### INPUT FOR THIS TASK
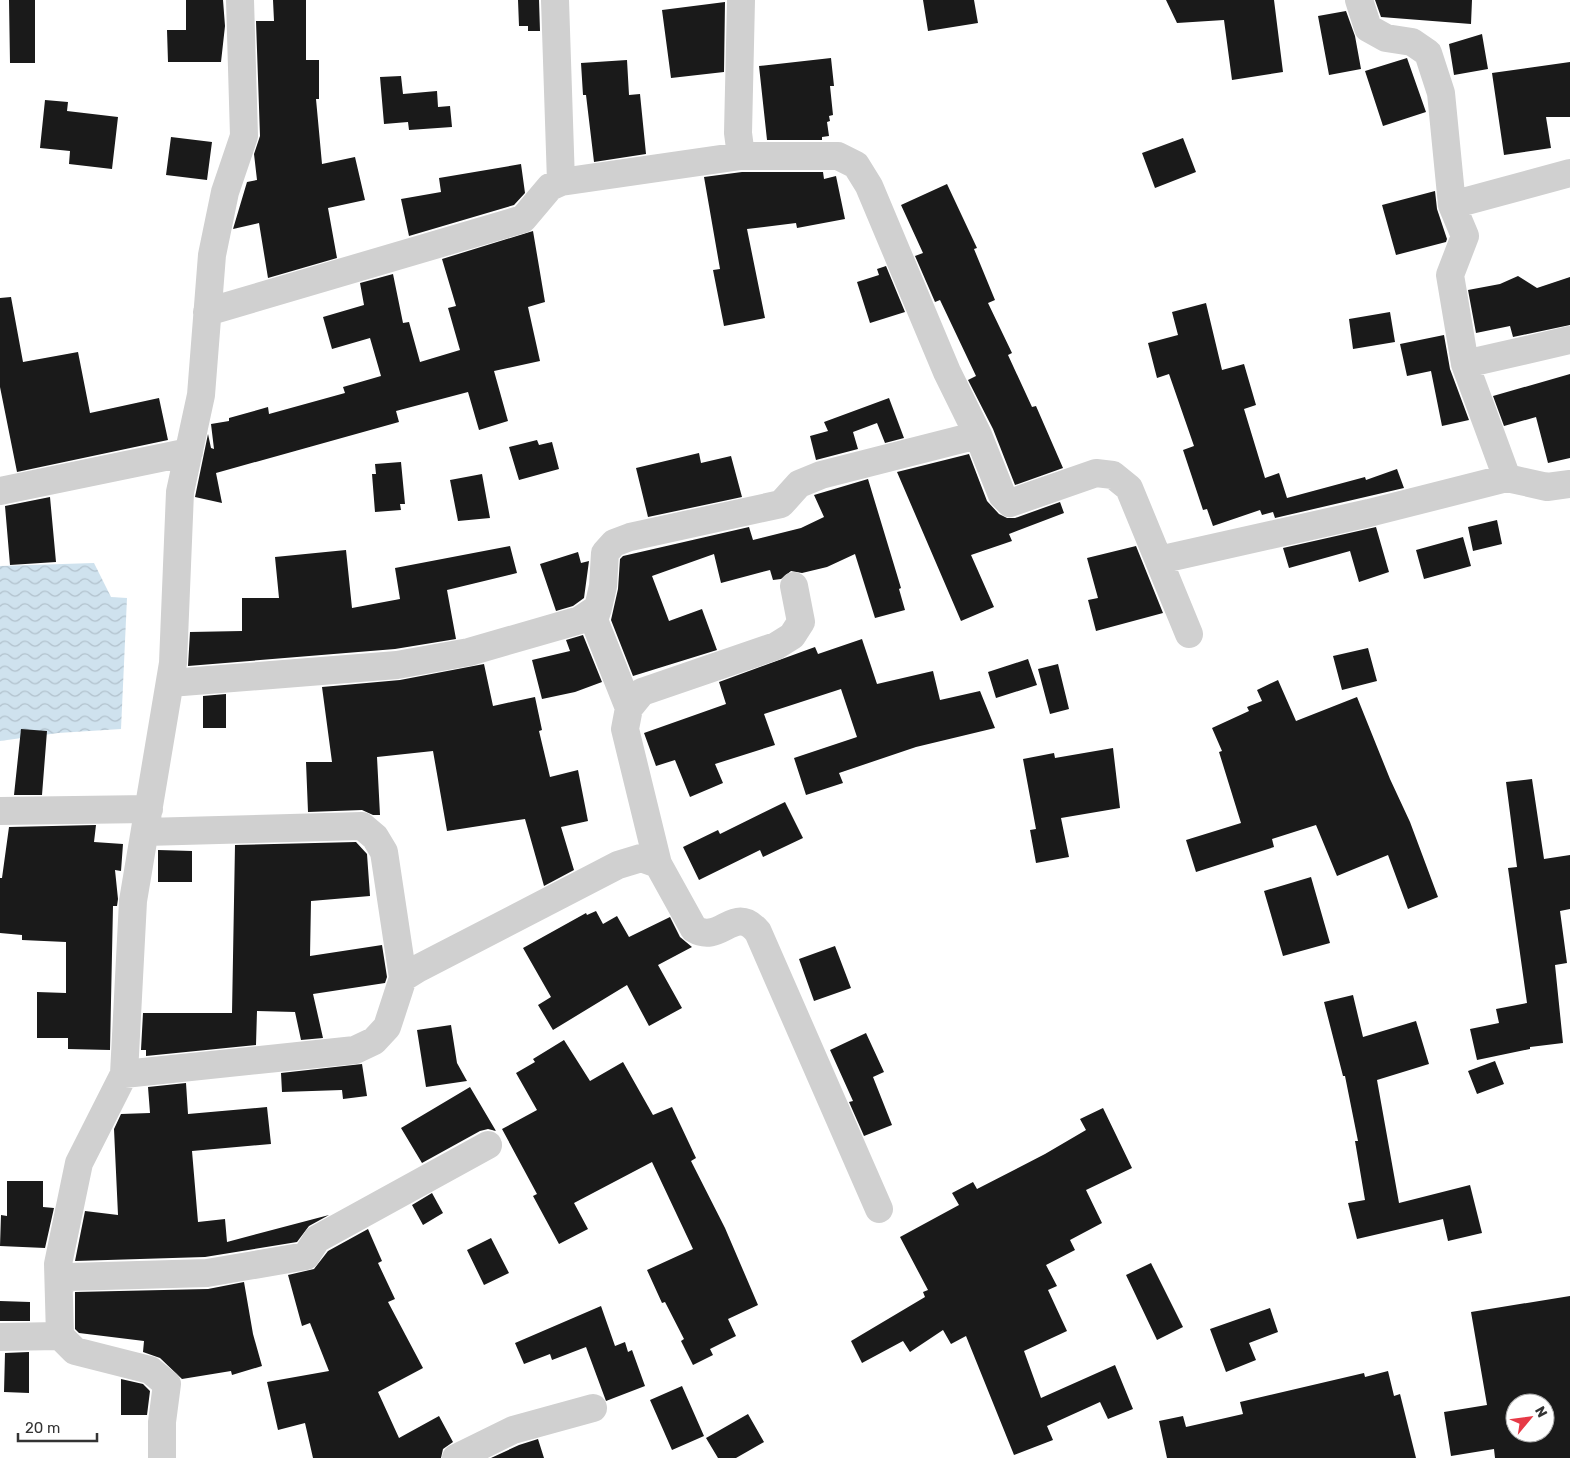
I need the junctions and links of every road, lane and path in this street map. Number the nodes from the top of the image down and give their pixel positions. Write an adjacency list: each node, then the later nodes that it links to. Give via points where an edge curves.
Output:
1 (240, 0): 9 (street, via 244,136 225,192 212,255)
2 (555, 0): 7 (street)
3 (741, 0): 5 (street, via 738,133)
4 (1359, 0): 8 (street, via 1368,28 1386,38 1412,42 1428,53 1441,93)
5 (741, 156): 7 (street); 12 (street, via 838,156 856,165 870,186 947,372)
6 (1570, 173): 8 (street)
7 (560, 182): 9 (street, via 550,187 523,219)
8 (1452, 205): 11 (street, via 1464,236 1450,275)
9 (208, 312): 13 (street, via 201,395)
10 (1570, 340): 11 (street)
11 (1465, 364): 14 (street)
12 (978, 435): 17 (street, via 1002,495 1010,503 1096,473 1113,474 1129,488); 19 (street, via 821,475 799,484 781,504 614,543 605,553)
13 (189, 452): 16 (street); 21 (street, via 180,492)
14 (1507, 478): 15 (street, via 1547,487); 17 (street, via 1370,513)
15 (1570, 484)
16 (0, 491)
17 (1159, 560): 20 (street)
18 (794, 586): 22 (street, via 801,622 792,636 776,646 642,692)
19 (598, 608): 21 (street, via 580,620 469,652 397,665); 22 (street, via 594,620)
20 (1189, 634)
21 (170, 683): 24 (street)
22 (629, 708): 25 (street, via 625,728)
23 (0, 811): 24 (street)
24 (147, 821): 26 (street, via 362,826 375,837 384,852); 27 (street, via 133,901)
25 (658, 864): 26 (street, via 641,858 618,865); 29 (street, via 694,929 702,934 710,933 741,920 750,923 758,932)
26 (403, 978): 27 (street, via 387,1027 374,1041 356,1050)
27 (124, 1074): 30 (street, via 79,1163 58,1264)
28 (488, 1145): 30 (street, via 318,1240 306,1256 207,1273 69,1277)
29 (879, 1209)
30 (59, 1285): 31 (street)
31 (60, 1336): 32 (street); 34 (street, via 75,1351 150,1370 167,1384)
32 (0, 1337)
33 (593, 1408): 35 (street, via 512,1430)
34 (162, 1458)
35 (456, 1458)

### WHAT IS NEEDED
Quote each entry above verbatim and drop the pictures.

### RESPONSE AREA
I need the junctions and links of every road, lane and path in this street map. Number the nodes from the top of the image down and give their pixel positions. Write an adjacency list: each node, then the later nodes that it links to. Give via points where an edge curves.
Output:
1 (240, 0): 9 (street, via 244,136 225,192 212,255)
2 (555, 0): 7 (street)
3 (741, 0): 5 (street, via 738,133)
4 (1359, 0): 8 (street, via 1368,28 1386,38 1412,42 1428,53 1441,93)
5 (741, 156): 7 (street); 12 (street, via 838,156 856,165 870,186 947,372)
6 (1570, 173): 8 (street)
7 (560, 182): 9 (street, via 550,187 523,219)
8 (1452, 205): 11 (street, via 1464,236 1450,275)
9 (208, 312): 13 (street, via 201,395)
10 (1570, 340): 11 (street)
11 (1465, 364): 14 (street)
12 (978, 435): 17 (street, via 1002,495 1010,503 1096,473 1113,474 1129,488); 19 (street, via 821,475 799,484 781,504 614,543 605,553)
13 (189, 452): 16 (street); 21 (street, via 180,492)
14 (1507, 478): 15 (street, via 1547,487); 17 (street, via 1370,513)
15 (1570, 484)
16 (0, 491)
17 (1159, 560): 20 (street)
18 (794, 586): 22 (street, via 801,622 792,636 776,646 642,692)
19 (598, 608): 21 (street, via 580,620 469,652 397,665); 22 (street, via 594,620)
20 (1189, 634)
21 (170, 683): 24 (street)
22 (629, 708): 25 (street, via 625,728)
23 (0, 811): 24 (street)
24 (147, 821): 26 (street, via 362,826 375,837 384,852); 27 (street, via 133,901)
25 (658, 864): 26 (street, via 641,858 618,865); 29 (street, via 694,929 702,934 710,933 741,920 750,923 758,932)
26 (403, 978): 27 (street, via 387,1027 374,1041 356,1050)
27 (124, 1074): 30 (street, via 79,1163 58,1264)
28 (488, 1145): 30 (street, via 318,1240 306,1256 207,1273 69,1277)
29 (879, 1209)
30 (59, 1285): 31 (street)
31 (60, 1336): 32 (street); 34 (street, via 75,1351 150,1370 167,1384)
32 (0, 1337)
33 (593, 1408): 35 (street, via 512,1430)
34 (162, 1458)
35 (456, 1458)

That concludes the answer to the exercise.